Story URL: http://news.medill.northwestern.edu/chicago/news.aspx?id=226967
Story Retrieval Date: 12/20/2014 2:00:31 AM CST
Scott Beale/LAUGHING SQUID
“The last thing in the world patients need is to have to drive to some warehouse behind Midway Airport every other week,” said Daniel Reid of the Good Intentions clinic.
Aldermen consider where to grow, sell medical marijuana in Chicago
Ald. Edward Burke (14th) is having control issues over the city's role in helping patients gain access to medical marijuana.
Aldermen on the Zoning Committee, Thursday, tried to figure where to put medical marijuana growing and selling facilities within city limits to comply with a recently passed state law. The law, which went into effect Jan. 1, allows the sale and use of medical marijuana by qualified patients who suffer from one or more of 35 conditions.
Burke said he is “outraged” at the limited control Chicago has over regulating dispensaries and growing centers. A vast majority of the state’s 60 allotted dispensaries could be placed in Chicago “without an iota of input from the elected officials of the city of Chicago,” he said.
The state law also allows the creation of 60 dispensaries and 22 centers where the plant can be grown.
Burke presented a proposed ordinance to the committee to require these facilities to obtain a special-use permit from the city and confine them to manufacturing districts.
This restriction would require dispensaries and growers to go before the Zoning Board of Appeals before opening.
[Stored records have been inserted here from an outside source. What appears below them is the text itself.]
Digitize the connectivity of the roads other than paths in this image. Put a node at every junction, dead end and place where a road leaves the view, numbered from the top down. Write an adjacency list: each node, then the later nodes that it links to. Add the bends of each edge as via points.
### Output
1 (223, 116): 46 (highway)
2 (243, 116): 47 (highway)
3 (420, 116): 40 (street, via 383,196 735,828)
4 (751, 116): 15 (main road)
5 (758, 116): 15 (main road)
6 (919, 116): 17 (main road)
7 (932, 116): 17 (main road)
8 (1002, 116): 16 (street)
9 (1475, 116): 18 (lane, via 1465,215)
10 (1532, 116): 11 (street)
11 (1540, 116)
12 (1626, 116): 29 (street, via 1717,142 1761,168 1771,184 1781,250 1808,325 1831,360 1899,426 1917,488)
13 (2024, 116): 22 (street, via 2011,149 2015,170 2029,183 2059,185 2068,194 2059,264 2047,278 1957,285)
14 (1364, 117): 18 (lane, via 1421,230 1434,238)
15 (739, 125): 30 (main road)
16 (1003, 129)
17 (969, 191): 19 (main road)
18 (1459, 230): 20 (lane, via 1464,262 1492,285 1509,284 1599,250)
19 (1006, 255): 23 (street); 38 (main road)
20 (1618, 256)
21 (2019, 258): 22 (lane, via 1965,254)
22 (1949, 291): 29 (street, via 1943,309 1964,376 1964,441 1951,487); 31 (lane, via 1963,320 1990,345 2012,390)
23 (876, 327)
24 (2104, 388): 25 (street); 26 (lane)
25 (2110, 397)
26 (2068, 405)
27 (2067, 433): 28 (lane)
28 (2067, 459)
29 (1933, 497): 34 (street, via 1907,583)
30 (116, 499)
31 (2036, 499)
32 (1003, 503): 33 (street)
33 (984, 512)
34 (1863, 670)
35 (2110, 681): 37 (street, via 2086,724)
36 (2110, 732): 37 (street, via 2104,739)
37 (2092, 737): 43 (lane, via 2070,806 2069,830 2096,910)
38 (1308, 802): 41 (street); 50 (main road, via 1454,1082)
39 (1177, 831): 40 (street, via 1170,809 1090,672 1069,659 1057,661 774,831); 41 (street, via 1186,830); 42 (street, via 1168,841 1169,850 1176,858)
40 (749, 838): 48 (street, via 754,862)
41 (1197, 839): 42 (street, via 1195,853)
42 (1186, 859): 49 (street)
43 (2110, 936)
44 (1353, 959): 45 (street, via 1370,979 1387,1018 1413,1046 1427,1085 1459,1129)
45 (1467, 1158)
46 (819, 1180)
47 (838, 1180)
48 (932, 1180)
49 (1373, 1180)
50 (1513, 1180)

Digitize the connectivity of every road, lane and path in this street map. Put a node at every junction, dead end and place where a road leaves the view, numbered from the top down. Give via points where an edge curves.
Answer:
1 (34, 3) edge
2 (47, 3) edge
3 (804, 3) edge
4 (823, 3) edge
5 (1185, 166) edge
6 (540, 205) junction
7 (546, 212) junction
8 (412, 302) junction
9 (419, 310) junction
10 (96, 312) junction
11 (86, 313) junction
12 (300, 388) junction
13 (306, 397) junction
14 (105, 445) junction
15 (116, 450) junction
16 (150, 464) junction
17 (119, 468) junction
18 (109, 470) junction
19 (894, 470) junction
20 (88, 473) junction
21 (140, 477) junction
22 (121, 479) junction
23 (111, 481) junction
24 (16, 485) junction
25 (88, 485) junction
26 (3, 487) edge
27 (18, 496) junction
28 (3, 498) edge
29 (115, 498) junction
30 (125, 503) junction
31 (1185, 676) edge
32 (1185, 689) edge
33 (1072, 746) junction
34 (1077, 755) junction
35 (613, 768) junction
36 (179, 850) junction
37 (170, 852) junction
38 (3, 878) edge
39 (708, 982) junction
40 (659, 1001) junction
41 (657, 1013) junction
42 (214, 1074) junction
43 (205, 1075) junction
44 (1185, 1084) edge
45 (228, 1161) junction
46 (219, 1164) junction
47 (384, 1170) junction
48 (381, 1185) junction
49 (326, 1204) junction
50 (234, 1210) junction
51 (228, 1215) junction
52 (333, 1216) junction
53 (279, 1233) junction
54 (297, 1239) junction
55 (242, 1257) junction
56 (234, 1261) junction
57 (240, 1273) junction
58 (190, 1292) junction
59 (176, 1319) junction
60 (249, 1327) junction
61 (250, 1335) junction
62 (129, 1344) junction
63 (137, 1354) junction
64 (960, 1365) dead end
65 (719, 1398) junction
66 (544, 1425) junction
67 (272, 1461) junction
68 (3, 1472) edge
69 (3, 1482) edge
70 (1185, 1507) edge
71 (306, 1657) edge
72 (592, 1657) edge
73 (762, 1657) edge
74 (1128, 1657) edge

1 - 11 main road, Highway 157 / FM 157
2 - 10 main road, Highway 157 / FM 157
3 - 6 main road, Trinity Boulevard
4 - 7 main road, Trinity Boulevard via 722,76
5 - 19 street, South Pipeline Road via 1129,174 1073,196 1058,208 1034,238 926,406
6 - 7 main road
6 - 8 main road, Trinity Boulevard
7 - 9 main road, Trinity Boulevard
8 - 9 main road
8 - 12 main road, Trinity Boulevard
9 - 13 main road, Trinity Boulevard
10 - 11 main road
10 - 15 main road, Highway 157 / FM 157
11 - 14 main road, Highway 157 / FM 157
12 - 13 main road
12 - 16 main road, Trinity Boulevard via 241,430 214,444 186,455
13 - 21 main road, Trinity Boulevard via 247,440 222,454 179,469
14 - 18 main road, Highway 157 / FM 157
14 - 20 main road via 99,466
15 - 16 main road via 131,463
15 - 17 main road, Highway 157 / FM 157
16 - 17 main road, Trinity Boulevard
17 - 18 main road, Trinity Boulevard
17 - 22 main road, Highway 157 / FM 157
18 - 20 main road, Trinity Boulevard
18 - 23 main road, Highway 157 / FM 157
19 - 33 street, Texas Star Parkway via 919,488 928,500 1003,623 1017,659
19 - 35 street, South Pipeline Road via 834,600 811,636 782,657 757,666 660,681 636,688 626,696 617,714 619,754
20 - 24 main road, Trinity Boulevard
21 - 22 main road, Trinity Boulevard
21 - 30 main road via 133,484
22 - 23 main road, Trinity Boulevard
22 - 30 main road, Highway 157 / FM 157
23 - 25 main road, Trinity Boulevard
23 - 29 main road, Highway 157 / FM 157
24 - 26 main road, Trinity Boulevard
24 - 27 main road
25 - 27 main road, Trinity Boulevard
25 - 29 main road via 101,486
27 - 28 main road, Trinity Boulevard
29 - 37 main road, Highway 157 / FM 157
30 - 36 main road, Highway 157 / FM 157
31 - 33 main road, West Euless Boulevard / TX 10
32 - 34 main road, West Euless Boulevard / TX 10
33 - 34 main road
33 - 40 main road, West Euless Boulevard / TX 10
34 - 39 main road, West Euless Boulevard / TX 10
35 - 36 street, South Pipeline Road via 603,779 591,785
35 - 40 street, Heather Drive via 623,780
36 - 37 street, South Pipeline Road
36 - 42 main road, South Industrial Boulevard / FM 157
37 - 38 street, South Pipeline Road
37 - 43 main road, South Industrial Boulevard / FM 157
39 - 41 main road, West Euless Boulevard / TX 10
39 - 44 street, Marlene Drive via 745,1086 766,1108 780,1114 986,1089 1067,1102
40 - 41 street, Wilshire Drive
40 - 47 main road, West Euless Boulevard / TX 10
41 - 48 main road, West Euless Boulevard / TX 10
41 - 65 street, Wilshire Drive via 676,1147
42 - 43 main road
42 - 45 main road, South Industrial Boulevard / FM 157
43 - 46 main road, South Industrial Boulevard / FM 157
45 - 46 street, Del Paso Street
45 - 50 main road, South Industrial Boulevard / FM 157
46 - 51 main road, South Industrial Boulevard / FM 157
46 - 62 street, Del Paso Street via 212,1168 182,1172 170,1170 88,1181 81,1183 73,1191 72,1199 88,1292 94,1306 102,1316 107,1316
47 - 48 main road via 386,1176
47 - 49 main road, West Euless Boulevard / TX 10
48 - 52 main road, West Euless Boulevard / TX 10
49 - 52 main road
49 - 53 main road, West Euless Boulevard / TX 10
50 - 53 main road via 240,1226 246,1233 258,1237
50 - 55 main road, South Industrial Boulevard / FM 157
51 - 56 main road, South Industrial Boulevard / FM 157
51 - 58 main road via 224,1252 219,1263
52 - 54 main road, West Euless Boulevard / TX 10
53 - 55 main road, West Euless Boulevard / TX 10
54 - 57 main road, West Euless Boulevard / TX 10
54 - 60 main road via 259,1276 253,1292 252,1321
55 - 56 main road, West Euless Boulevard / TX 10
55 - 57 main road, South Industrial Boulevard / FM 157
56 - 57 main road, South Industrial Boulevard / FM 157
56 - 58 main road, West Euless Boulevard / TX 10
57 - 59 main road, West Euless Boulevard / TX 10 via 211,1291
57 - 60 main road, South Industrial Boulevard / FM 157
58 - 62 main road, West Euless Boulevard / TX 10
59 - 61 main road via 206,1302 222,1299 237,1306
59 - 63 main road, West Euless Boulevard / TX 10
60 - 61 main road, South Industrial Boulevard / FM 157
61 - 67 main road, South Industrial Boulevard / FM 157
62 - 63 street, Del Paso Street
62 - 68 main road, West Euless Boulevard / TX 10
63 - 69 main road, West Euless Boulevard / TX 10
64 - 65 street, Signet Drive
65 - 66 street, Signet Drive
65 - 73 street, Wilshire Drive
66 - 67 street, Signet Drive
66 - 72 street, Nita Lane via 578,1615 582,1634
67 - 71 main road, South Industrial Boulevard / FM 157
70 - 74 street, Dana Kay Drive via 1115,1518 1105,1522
But Burke does want to make sure the city exercises the control it does have over zoning permits for dispensaries and growing centers: “That’s about the only thing the honorable members of the General Assembly have left to the city council. The role of local government is, to put it mildly, limited to an extreme degree.”
The state law stipulates that a registered cultivation center may not be within 2,500 feet of a daycare center or a school, or be in a residential area. In addition, dispensaries may not be within 1,000 feet of these areas and also cannot be in residential areas.
Patricia Scudiero, the city's zoning administrator, said placing dispensaries and growing centers in manufacturing zones is logical because daycares cannot be located in these zones, and the zones are not authorized for residential use, either.
Ali Nagib, of the Illinois chapter of the National Organization to Reform Marijuana Laws, said placement of dispensaries in manufacturing zones creates a burden for patients.
“Patients are not going to want to travel to some manufacturing district full of trucks and scary-looking buildings,” Nagib said.
The zoning committee decided to take more time to consider the matter and did not vote on the ordinance Thursday.
Daniel Reid deals with these issues on a day-to-day basis and said the city council is headed in the wrong direction.
Spokesman for the Good Intentions clinic that opened in August, Reid said he hopes to help qualifying patients get doctors' permission for medical marijuana.
If the facilities are placed in manufacturing districts, patients will suffer: “The last thing in the world patients need is to have to drive to some warehouse behind Midway Airport every other week.”